In recent years, organic electronic structural elements, such as for example organic photodetectors, organic electrochromic devices and/or organic light-emitting diodes constructed on the basis of so-called “small molecules” were in particular improved by the fact that they contained n- and/or p-doped organic semiconductor layers which simplified the injection of the respective charge carriers, i.e. for example that the OLEDs achieved the same luminescence with a lower operating voltage. This technology is known, for example, from WO 2005086251 A2.
The doping of charge-injection layers is to a large extent unknown with solution-processed organic electronic structural elements such as for example polymeric OLEDs since it is difficult to separate several organic materials obtained from solution one on top of the other without detaching or partially dissolving the underlying layer/layers again.

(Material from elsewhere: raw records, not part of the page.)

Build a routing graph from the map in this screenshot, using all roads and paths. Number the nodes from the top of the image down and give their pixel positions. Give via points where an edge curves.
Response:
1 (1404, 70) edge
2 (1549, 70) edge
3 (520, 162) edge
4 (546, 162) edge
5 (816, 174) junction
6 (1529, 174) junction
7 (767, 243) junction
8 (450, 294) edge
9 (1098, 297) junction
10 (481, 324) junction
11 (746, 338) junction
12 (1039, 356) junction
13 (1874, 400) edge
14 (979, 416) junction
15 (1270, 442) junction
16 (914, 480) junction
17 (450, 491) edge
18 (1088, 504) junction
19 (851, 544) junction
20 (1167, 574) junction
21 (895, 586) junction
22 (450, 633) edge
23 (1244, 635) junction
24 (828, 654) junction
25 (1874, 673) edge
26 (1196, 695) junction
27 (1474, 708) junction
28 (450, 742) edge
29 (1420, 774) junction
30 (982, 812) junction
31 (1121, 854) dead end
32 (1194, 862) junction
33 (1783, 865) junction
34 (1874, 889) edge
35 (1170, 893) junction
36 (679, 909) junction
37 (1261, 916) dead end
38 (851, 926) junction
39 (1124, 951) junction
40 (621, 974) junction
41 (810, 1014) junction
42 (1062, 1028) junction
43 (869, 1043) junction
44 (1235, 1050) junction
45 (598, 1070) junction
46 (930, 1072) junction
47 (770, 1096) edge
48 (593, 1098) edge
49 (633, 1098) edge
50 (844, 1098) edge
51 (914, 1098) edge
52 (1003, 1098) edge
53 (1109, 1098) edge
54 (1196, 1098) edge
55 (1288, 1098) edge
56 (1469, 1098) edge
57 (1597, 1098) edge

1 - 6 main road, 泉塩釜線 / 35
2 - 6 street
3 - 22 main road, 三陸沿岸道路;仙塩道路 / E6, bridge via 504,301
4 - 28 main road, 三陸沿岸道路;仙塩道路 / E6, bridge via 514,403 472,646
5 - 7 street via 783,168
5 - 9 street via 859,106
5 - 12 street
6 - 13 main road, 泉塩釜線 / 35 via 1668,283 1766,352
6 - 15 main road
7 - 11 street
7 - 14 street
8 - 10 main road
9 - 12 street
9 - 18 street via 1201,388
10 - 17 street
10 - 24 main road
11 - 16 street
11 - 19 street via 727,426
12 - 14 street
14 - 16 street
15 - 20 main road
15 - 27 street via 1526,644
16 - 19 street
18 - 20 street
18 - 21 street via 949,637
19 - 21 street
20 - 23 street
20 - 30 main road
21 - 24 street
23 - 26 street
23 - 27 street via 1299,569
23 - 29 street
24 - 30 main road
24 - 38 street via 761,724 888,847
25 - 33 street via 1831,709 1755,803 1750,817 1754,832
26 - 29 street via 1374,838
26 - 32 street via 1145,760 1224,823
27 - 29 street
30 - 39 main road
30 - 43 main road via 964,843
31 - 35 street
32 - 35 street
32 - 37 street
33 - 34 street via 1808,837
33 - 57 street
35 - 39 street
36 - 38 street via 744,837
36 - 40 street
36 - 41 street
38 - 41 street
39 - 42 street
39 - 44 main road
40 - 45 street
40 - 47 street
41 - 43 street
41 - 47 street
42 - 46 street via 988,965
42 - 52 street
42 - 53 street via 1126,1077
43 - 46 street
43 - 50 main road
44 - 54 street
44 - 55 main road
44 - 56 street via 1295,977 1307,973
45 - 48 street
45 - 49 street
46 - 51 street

In order to ensure good electron injection into the polymeric layers of organic electronic components, the cathode has multiple layers, for example, particularly advantageously made of barium and aluminum. Hereby, the barium is used as the electron source due to its lower work function.
The drawback of the technology is that barium is extremely susceptible to oxidation, i.e. it is instable, and aluminum cannot be used on its own as a cathode material since its injection barrier/work function is too high.
At the same time, the use of aluminum in the multilayer electrode with barium only provides primary oxidation protection with the coating of the oxidation-susceptible barium layer.